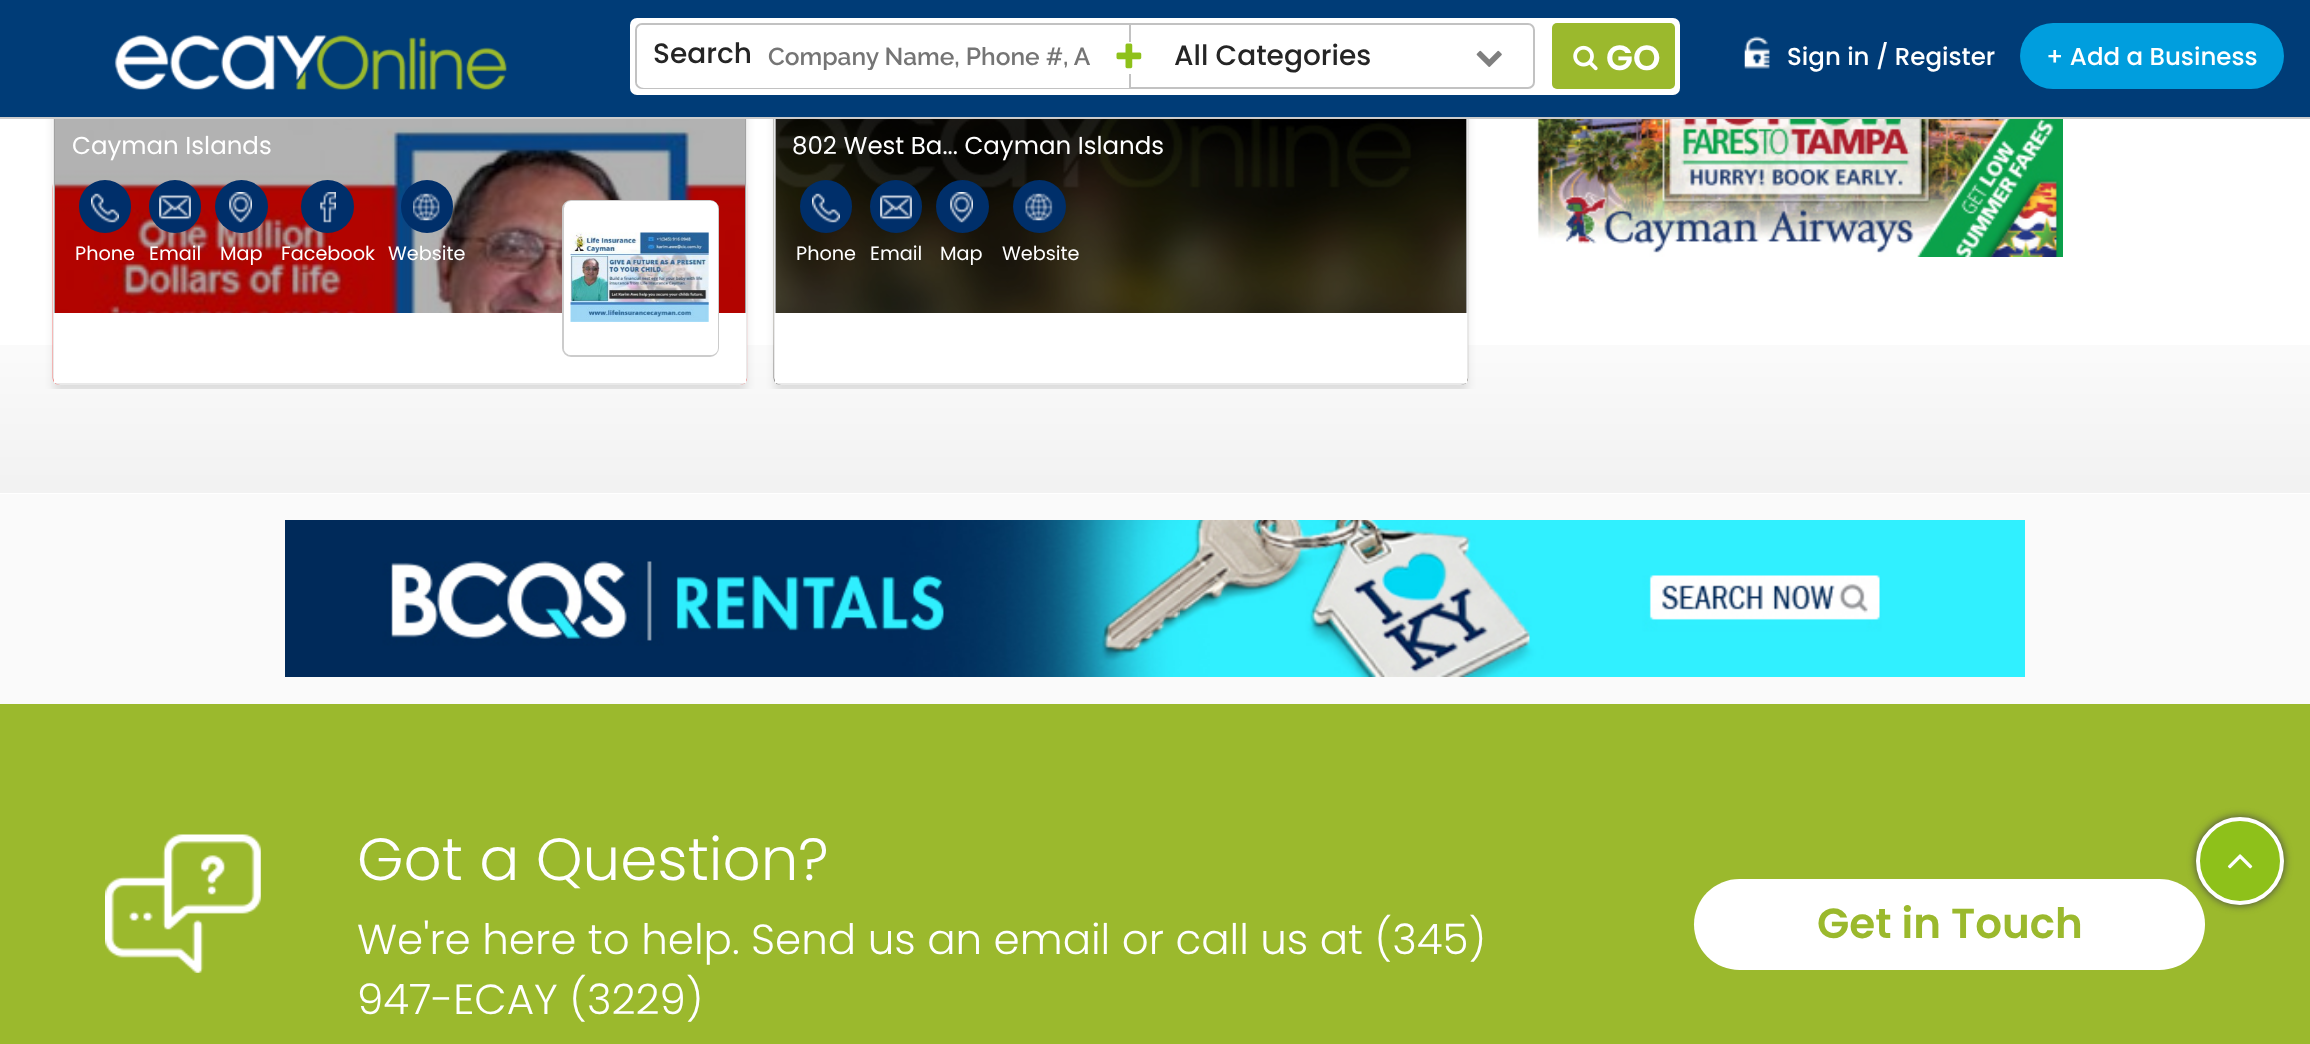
<svg xmlns="http://www.w3.org/2000/svg" width="2310" height="1044">
<style>
.a{font:500 28px Poppins;fill:#252525}
.b{font:600 24.5px Raleway;fill:#757575}
.c{font:600 35px Poppins;fill:#fff}
.d{font:500 24.5px Poppins;fill:#fff}
.e{font:24.5px Poppins;fill:#fff}
.f{font:19.25px Poppins;fill:#fff}
.g{font:300 59.5px Poppins;fill:#fff}
.h{font:300 42px Poppins;fill:#fff}
.i{font:600 42px Poppins;fill:#9bb92d}
</style>
<defs>
<clipPath id="clip1"><path d="M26 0h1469v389H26z"/></clipPath>
<clipPath id="clip2"><path d="M768 42h329v28H768z"/></clipPath>
</defs>
<rect width="100%" height="100%" fill="#fff"/>
<image href="6.png" x="0" y="345" width="2310" height="148"/>
<g clip-path="url(#clip1)">
<rect fill="#0000001a" filter="blur(4.5px)" x="53" y="-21" width="694" height="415" rx="7"/>
</g>
<image href="7.png" x="52" y="119" width="696" height="266"/>
<rect fill="none" stroke="#e9e9e9" stroke-width="2" x="54" y="-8" width="692" height="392" rx="6"/>
<g clip-path="url(#clip1)">
<rect fill="#0000001a" filter="blur(4.5px)" x="774" y="-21" width="694" height="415" rx="7"/>
</g>
<image href="14.png" x="773" y="119" width="696" height="266"/>
<rect fill="none" stroke="#e9e9e9" stroke-width="2" x="775" y="-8" width="692" height="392" rx="6"/>
<path fill="#003c77" d="M0 0h2310v117H0z"/>
<path fill="#ccc" d="M0 117h2310v2H0z"/>
<image href="1.png" x="114" y="35" width="393" height="55"/>
<rect fill="#fff" x="630" y="18" width="1050" height="77" rx="7"/>
<rect fill="none" stroke="#c2c2c2" stroke-width="2" x="636" y="24" width="898" height="64" rx="6"/>
<path fill="#fff" d="M644 25h487v63h-487c-4 0-7-3-7-7v-49c0-4 3-7 7-7z"/>
<path fill="#c2c2c2" d="M1129 25h2v63H1129z"/>
<path fill="#fff" d="M1129 42h2v32H1129z"/>
<image href="2.png" x="1116" y="43" width="26" height="26"/>
<image href="3.png" x="1476" y="50" width="26" height="17"/>
<rect fill="#9bb92d" x="1552" y="23" width="123" height="66" rx="5"/>
<image href="4.png" x="1573" y="45" width="25" height="26"/>
<image href="5.png" x="1744" y="36" width="26" height="33"/>
<rect fill="#009ede" x="2020" y="23" width="264" height="66" rx="33"/>
<path fill="#0000004d" d="M54 119h692v194H54z"/>
<rect fill="#002f6a" x="79" y="180" width="52" height="53" rx="26"/>
<image href="8.png" x="91" y="193" width="28" height="30"/>
<rect fill="#002f6a" x="149" y="180" width="52" height="53" rx="26"/>
<image href="9.png" x="159" y="195" width="32" height="25"/>
<circle fill="#002f6a" cx="241.5" cy="206.5" r="26.5"/>
<image href="10.png" x="229" y="192" width="23" height="31"/>
<circle fill="#002f6a" cx="327.5" cy="206.5" r="26.5"/>
<image href="11.png" x="320" y="192" width="16" height="31"/>
<rect fill="#002f6a" x="401" y="180" width="52" height="53" rx="26"/>
<image href="12.png" x="413" y="193" width="27" height="28"/>
<path fill="#fff" d="M54 313h692v70H54z"/>
<rect fill="none" stroke="#ccc" stroke-width="2" x="563" y="201" width="155" height="155" rx="8"/>
<rect fill="#fff" x="564" y="201" width="154" height="154" rx="7"/>
<image href="13.png" x="570" y="232" width="139" height="90"/>
<path fill="#0000004d" d="M775 119h692v194H775z"/>
<rect fill="#002f6a" x="800" y="180" width="52" height="53" rx="26"/>
<image href="15.png" x="812" y="193" width="28" height="30"/>
<rect fill="#002f6a" x="870" y="180" width="52" height="53" rx="26"/>
<image href="16.png" x="880" y="195" width="32" height="25"/>
<circle fill="#002f6a" cx="962.5" cy="206.5" r="26.5"/>
<image href="17.png" x="950" y="192" width="23" height="31"/>
<circle fill="#002f6a" cx="1039.5" cy="206.5" r="26.5"/>
<image href="18.png" x="1025" y="193" width="28" height="28"/>
<path fill="#fff" d="M775 313h692v70H775z"/>
<image href="19.png" x="1537" y="119" width="526" height="138"/>
<path fill="#fafafa" d="M0 494h2310v210H0z"/>
<image href="20.png" x="285" y="520" width="1740" height="157"/>
<path fill="#9bb92d" d="M0 704h2310v340H0z"/>
<image href="21.png" x="105" y="834" width="156" height="139"/>
<rect fill="#fff" x="1694" y="879" width="511" height="91" rx="45.5"/>
<rect fill="#444" filter="blur(4.5px)" x="2196" y="817" width="88" height="88" rx="44"/>
<circle fill="#8ec11a" stroke="#fff" stroke-width="4" cx="2240" cy="861" r="42"/>
<image href="22.png" x="2227" y="854" width="26" height="15"/>
<text class="a" x="653" y="63">Search</text>
<g clip-path="url(#clip2)">
<text class="b" x="768" y="65">Company Name, Phone #, A</text>
</g>
<text class="a" x="1174" y="65">All Categories</text>
<text class="c" x="1606" y="70">GO</text>
<text class="d" x="1787" y="65">Sign in / Register</text>
<text class="d" x="2046" y="65">+ Add a Business</text>
<text class="e" x="72" y="154">Cayman Islands</text>
<text class="f" x="75" y="260">Phone</text>
<text class="f" x="149" y="260">Email</text>
<text class="f" x="220" y="260">Map</text>
<text class="f" x="281" y="260">Facebook</text>
<text class="f" x="388" y="260">Website</text>
<text class="e" x="792" y="154">802 West Ba... Cayman Islands</text>
<text class="f" x="796" y="260">Phone</text>
<text class="f" x="870" y="260">Email</text>
<text class="f" x="940" y="260">Map</text>
<text class="f" x="1002" y="260">Website</text>
<text class="g" x="357" y="880">Got a Question?</text>
<text class="h" x="357" y="954">We're here to help. Send us an email or call us at (345)</text>
<text class="h" x="357" y="1014">947-ECAY (3229)</text>
<text class="i" x="1817" y="938">Get in Touch</text>
</svg>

----------

REQUIRED ACTION
Copy every line of the listing where the word "font" appears.

EXERCISE ANSWER
.a{font:500 28px Poppins;fill:#252525}
.b{font:600 24.5px Raleway;fill:#757575}
.c{font:600 35px Poppins;fill:#fff}
.d{font:500 24.5px Poppins;fill:#fff}
.e{font:24.5px Poppins;fill:#fff}
.f{font:19.25px Poppins;fill:#fff}
.g{font:300 59.5px Poppins;fill:#fff}
.h{font:300 42px Poppins;fill:#fff}
.i{font:600 42px Poppins;fill:#9bb92d}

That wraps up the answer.